Muzeum Susch

Evelyne Axell: Body Double, exhibition views, Muzeum Susch. Photo: Courtesy Muzeum Susch / Art Stations Foundation CH

IT IS MY BIRTHDAY; I am seventy-one. I am celebrating with two friends by visiting my favorite museum, Muzeum Susch. Opened in 2019 in a tiny village called Susch way up in the mountains of Graubünden, Switzerland, on the banks of the River Inn, Susch is on a pilgrims’ path to Rome and Santiago de Compostela and is situated halfway between St. Moritz and Davos.

The Muzeum Susch was created by the Polish entrepreneur and art collector Grażyna Kulczyk. In an interview with Artnet, she said that she aimed to do something “different and disruptive, to encourage a ‘slow-art’ approach to appreciating art in a contemplative, quiet context.” The museum also hosts discussions and has a performance program promoting experimental choreography. It provides artist residencies and houses a research institute investigating the role of women in the arts and sciences.

When I first read how Grażyna Kulczyk had carved this jewel of a museum out of stone, creating a museum like no other, in the middle of nowhere, I jumped onto a train and made a beeline for Susch and have been back many times since. Susch is a “request stop” (Halt auf Verlangen) on the train’s Scuol–Tarasp route. For the train to stop there, one must press a large red knob. There is no station platform at Susch, and one must alight the train by carefully stepping down a little ladder of narrow metal steps attached to the car. From there, it’s a walk down a winding street until the cobbled path peels off into the gallery’s reception.

The museum is a labyrinth of pleasures, with site-specific installations, twists and turns of corridors, side rooms, local wood sourced from surrounding forests, surprises, rooms carved out of ancient rock, and visible remnants of the old monastery. The floor-to-ceiling windows offer a view of the mountains so panoramic and breathtaking that I have often stood in awe, feeling that I am in another reality.

To one side of the reception is an installation from the Argentine artist Adrián Villar Rojas: a rectangular totem block, a monolith created from snail shells, sands, corals, and animal bones. These are interspersed with resin, seeds, birds’ nests, minerals, sneakers, and clay objects, making this compressed juxtaposition of unrelated objects tell its own story. Another installation on the same level of the museum is the work of the renowned Polish fiber artist Magdalena Abakanowicz. One walks down stone steps into it, and in so doing one becomes part of the “flock,” some twenty life-size headless figures, standing at the ready with square shoulders, all facing me. I feel overwhelmed each time I see this profound work. The curved ceiling reflects yellow arcs of light thrown up onto it. The exhibition space is small and intimate, carved out of what remained of its previous form. Sometimes I can be alone there with these figures, so powerful and silent, and can enter a form of meditation with them before the arrival of visitors breaks the spell.

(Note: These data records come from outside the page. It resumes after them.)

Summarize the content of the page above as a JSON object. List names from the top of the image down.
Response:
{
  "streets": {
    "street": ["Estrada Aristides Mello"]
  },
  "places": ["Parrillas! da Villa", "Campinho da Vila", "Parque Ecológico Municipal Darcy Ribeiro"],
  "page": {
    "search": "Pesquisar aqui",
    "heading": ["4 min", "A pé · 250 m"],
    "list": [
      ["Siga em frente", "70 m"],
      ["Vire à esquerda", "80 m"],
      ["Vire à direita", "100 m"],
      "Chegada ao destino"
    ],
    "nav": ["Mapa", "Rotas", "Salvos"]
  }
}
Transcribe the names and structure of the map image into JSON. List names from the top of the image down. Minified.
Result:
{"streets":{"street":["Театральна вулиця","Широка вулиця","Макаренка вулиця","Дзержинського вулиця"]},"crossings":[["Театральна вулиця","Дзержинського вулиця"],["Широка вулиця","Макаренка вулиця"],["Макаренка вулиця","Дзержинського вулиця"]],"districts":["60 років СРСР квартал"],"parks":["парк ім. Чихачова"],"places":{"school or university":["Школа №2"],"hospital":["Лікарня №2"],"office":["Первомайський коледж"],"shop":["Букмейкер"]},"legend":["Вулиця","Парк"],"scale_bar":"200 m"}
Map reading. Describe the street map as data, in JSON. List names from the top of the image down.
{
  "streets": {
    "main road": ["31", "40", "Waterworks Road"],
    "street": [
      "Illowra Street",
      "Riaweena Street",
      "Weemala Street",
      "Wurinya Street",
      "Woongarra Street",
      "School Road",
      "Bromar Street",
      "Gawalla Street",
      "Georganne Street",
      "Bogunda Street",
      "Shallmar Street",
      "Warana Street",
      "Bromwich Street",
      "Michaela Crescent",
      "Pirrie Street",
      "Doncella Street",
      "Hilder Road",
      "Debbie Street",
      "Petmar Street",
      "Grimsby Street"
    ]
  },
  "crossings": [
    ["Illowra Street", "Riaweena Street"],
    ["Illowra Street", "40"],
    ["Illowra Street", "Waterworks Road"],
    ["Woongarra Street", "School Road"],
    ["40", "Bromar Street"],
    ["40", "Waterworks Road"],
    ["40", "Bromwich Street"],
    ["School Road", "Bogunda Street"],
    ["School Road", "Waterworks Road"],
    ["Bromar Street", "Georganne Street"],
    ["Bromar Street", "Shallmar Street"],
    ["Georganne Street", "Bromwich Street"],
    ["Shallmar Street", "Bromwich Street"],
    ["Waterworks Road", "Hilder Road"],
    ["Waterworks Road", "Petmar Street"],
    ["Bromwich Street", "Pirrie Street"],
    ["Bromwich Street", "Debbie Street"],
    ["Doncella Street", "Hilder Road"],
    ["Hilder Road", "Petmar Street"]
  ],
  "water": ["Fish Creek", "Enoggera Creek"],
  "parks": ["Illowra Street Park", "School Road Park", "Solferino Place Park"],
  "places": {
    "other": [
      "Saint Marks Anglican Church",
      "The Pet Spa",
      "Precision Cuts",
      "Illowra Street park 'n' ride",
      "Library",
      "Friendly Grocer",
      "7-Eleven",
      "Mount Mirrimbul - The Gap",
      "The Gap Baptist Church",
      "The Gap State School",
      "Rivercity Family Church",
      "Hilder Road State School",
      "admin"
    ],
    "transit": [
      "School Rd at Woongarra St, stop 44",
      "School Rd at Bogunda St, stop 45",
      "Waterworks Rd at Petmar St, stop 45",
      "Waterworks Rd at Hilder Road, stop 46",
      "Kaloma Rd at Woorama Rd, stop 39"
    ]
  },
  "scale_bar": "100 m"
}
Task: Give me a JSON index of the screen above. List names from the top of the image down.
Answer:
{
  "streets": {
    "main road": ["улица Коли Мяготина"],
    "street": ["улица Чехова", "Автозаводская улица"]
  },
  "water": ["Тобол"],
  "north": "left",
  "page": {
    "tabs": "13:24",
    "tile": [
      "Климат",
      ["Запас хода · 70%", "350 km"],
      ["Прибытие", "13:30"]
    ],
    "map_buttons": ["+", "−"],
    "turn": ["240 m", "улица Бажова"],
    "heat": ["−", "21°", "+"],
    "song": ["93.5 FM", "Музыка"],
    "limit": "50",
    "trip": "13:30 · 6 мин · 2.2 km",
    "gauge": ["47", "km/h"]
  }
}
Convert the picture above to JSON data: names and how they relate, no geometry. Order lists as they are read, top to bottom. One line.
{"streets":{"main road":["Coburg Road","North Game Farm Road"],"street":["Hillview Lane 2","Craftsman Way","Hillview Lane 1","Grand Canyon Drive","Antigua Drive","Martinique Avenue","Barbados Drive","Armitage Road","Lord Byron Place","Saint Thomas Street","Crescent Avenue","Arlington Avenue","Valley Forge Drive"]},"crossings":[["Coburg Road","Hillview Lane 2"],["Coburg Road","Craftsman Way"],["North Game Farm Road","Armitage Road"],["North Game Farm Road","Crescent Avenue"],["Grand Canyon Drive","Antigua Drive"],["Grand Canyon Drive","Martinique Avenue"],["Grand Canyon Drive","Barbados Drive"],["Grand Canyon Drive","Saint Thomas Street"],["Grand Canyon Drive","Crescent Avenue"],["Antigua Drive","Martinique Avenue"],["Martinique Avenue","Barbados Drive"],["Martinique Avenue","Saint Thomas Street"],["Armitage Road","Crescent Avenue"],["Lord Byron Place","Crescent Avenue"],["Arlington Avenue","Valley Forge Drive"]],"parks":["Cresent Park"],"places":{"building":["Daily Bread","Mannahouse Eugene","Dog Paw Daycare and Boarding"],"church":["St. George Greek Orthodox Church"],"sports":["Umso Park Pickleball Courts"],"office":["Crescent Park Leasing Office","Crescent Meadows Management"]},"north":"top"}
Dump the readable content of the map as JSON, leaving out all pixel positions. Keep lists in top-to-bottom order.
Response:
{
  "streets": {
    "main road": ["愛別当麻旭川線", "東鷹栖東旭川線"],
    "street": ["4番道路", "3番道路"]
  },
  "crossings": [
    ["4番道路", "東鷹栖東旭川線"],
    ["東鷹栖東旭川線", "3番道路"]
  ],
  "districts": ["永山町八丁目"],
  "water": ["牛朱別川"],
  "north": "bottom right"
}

There are other meditative spaces in the museum that form a dialogue with the observer and the observed—a dark rock face with water lightly dripping down its surface, reflecting the available light in its rivulets, as it runs into a pool below. One can sit in near-darkness on a wooden bench, facing the rock wall, and listen to the soft music of its trickling waters.

We spend time in the current exhibition that runs through several rooms, titled Body Double, a retrospective exhibition of the Belgian pop-surrealist Evelyne Axell (1935–1972). The museum brochure tells us that “as an active witness of the era of sexual liberation, Axell focused on a female body freed from past conventions of depicting femininity.” I am overwhelmed by the visual images and sometimes must stop and look at a blank wall to steady myself. I sense a rush of new thoughts and inspiration on this day of my birthday.


Margaret Larmuth has written three books (unpublished): a novel, a book of essays and interviews with creative people, and a “lockdown book” of short essays on women artists, post-pandemic trends in fashion, interior design, and education. She teaches creativity to fashion students, mentors start-ups, and has worked in numerous creative fields. She is South African and lives in Switzerland.